Vejamos agora a função preventiva, de modo destacado.
Conforme dissemos antes, em inúmeras situações concretas os julgados tratam prevenção e punição de modo conjunto, no que toca à responsabilidade civil. Talvez não seja mesmo adequado separar as funções punitiva e preventiva. Fazemos aqui mais por razões didáticas, lembrando que as funções se misturam, dialogam entre si, não há razão para buscar – pensamos – uma rigorosa e absoluta separação entre elas, dada a flexibilidade orgânica da responsabilidade civil.
Tem-se que uma das funções precípuas da responsabilidade civil, atualmente, é a preventiva. O direito do século XXI não se satisfaz apenas com a reparação dos danos. Mais importante do que tentar reparar – sempre imperfeitamente, como se sabe – os danos sofridos, a tutela mais adequada, e mais conforme à Constituição, é a tutela preventiva, que busca evitar que os danos ocorram ou que continuem a ocorrer. A função preventiva assume, portanto, neste século, fundamental importância. O direito dos séculos passados, em sua feição mais tradicional, preocupava-se sobretudo em reparar as situações jurídicas ofendidas. Restabelecer a situação anterior ao dano. Isso é importantíssimo, e é, sem dúvida, uma das funções da justiça. Mas o nosso século se interessa mais em prevenir lesões ao invés de esperar que elas ocorram para só depois agir.

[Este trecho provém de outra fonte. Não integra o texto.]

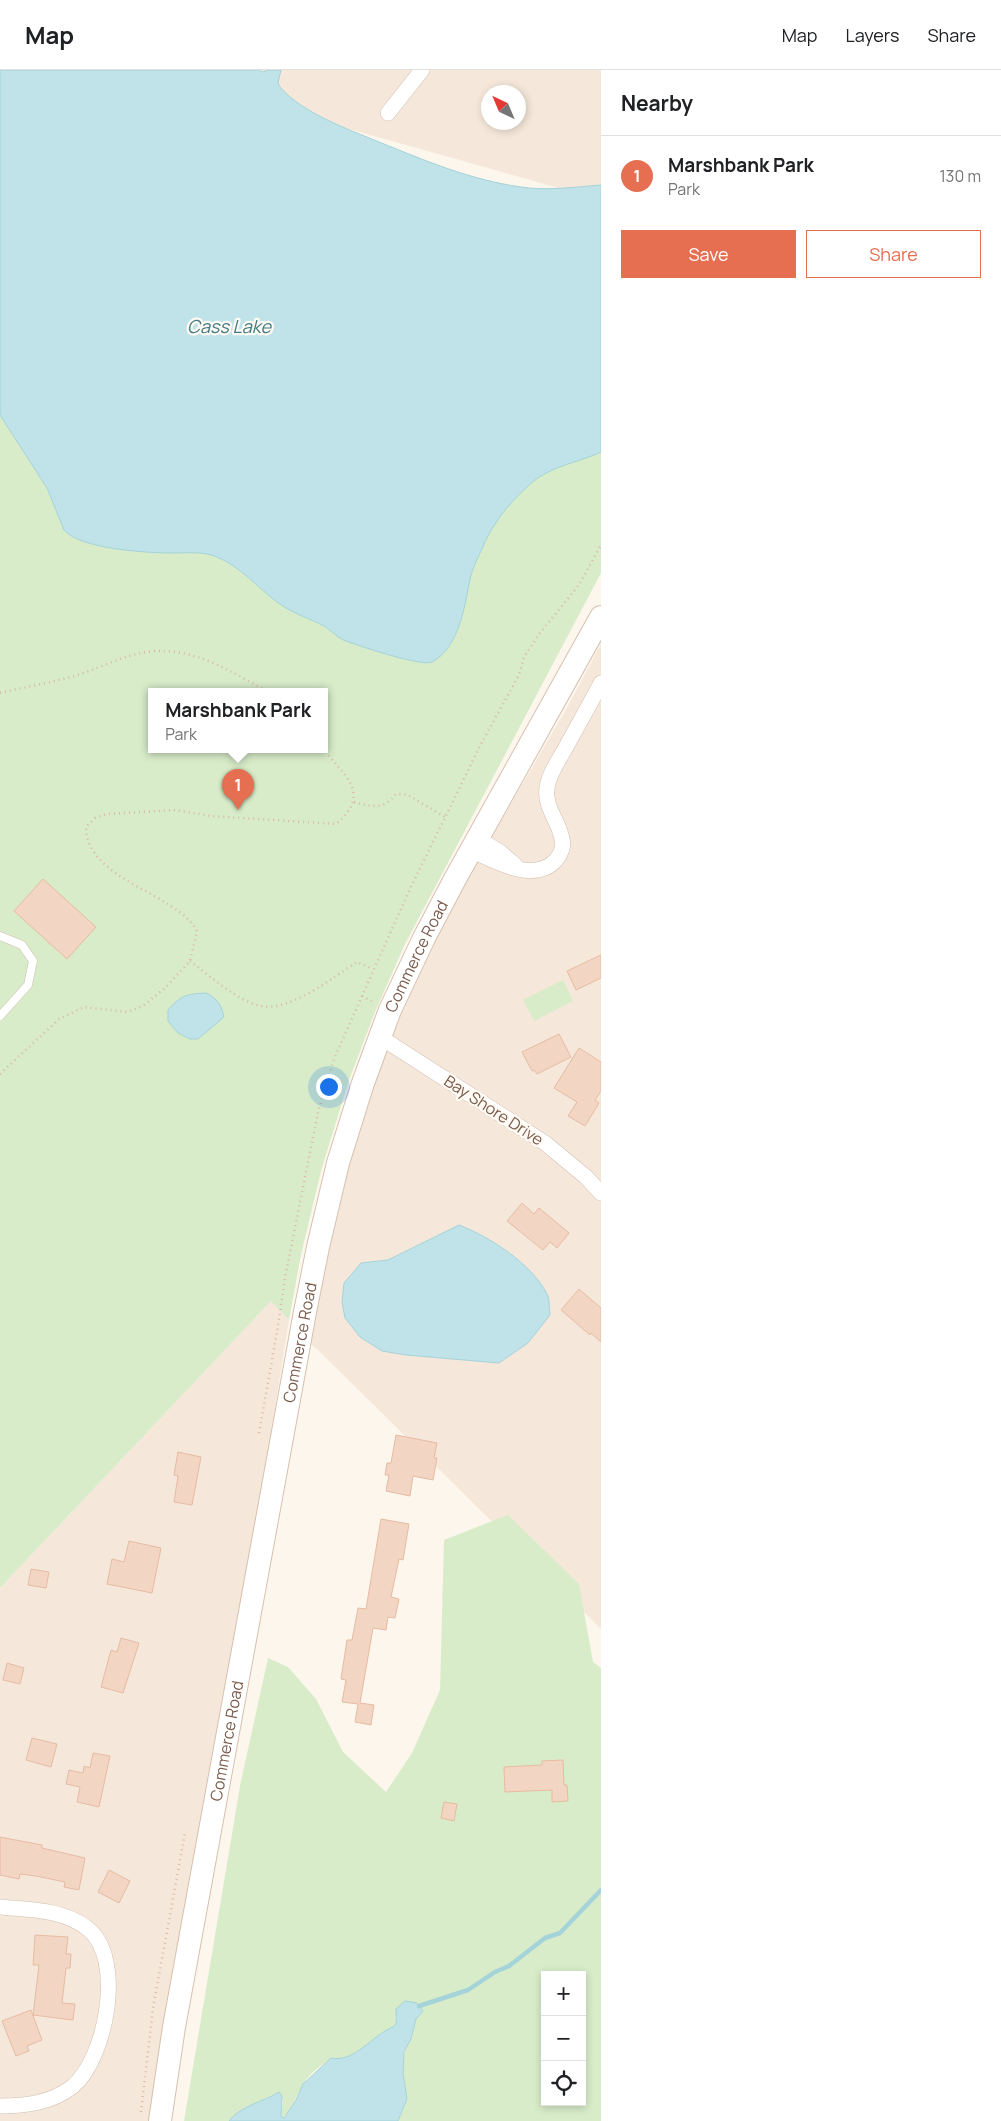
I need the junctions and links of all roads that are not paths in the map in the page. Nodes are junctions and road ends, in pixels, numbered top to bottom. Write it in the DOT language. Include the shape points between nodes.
graph roads {
  1 [pos="422,70"];
  2 [pos="388,113"];
  3 [pos="601,617"];
  4 [pos="601,683"];
  5 [pos="474,844"];
  6 [pos="0,936"];
  7 [pos="0,1016"];
  8 [pos="380,1037"];
  9 [pos="601,1193"];
  10 [pos="0,1907"];
  11 [pos="0,2106"];
  12 [pos="160,2121"];
  1 -- 2 [label="street"];
  3 -- 5 [label="main road, Commerce Road"];
  4 -- 5 [label="street" via="553,769 547,787 548,805 562,839 560,854 544,868 520,870 500,852"];
  5 -- 8 [label="main road, Commerce Road" via="421,944"];
  6 -- 7 [label="lane" via="22,945 33,961 28,985"];
  8 -- 9 [label="street, Bay Shore Drive" via="545,1143 586,1176"];
  8 -- 12 [label="main road, Commerce Road" via="346,1136 318,1247 177,2008"];
  10 -- 11 [label="street" via="58,1913 79,1922 93,1933 101,1945 107,1961 108,1983 97,2049 85,2072 72,2086 51,2099"];
}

Talvez possamos estabelecer diálogos entre a função social da responsabilidade civil e sua dimensão preventiva. Nelson Rosenvald, a propósito, anota: “Vê-se que a função de prevenção está intimamente associada às sanções punitivas, eis que as sanções ressarcitórias miram apenas o equilíbrio da esfera patrimonial, não se propondo essencialmente a evitar o ilícito, mas em eliminar suas consequências danosas”. Aliás, há quem argumente que “pode-se cogitar do agravamento da indenização se o agente não se solidarizar com a vítima, procurando com ela cooperar, a fim de amenizar as consequências do evento danoso. Tais medidas, cujo fim é impor um comportamento solidário do agente para com a vítima, inserem-se no contexto da função preventiva que deve ser reconhecida ao instituto da responsabilidade civil”.
São inúmeros os casos concretos, na jurisprudência, as situações em que as funções preventiva e punitiva são tratados de modo conjunto. Em caso julgado em 2018 o STJ frisou que o dano moral coletivo é categoria autônoma de dano que traduz violação injusta e intolerável de valores fundamentais titularizados pela coletividade (grupos, classes ou categorias de pessoas). De acordo com o julgado, o dano moral coletivo tem três funções: 1) proporcionar reparação indireta à lesão de um direito extrapatrimonial essencial da coletividade; 2) sancionar o ofensor; e 3) inibir condutas ofensivas a esses direitos transindividuais. O STJ entende que o dano nesses casos é in re ipsa, ou seja, é presumido, independe de prova de prejuízo específico (STJ, REsp 1.586.515). Em relação ao dano moral individual, o STJ já destacou que “a indenização por danos morais possui tríplice função: a compensatória, para mitigar os danos sofridos pela vítima; a punitiva, para condenar o autor da prática ilícita e lesiva; e a preventiva, para dissuadir o cometimento de novos ilícitos” (STJ, REsp 1.440.721).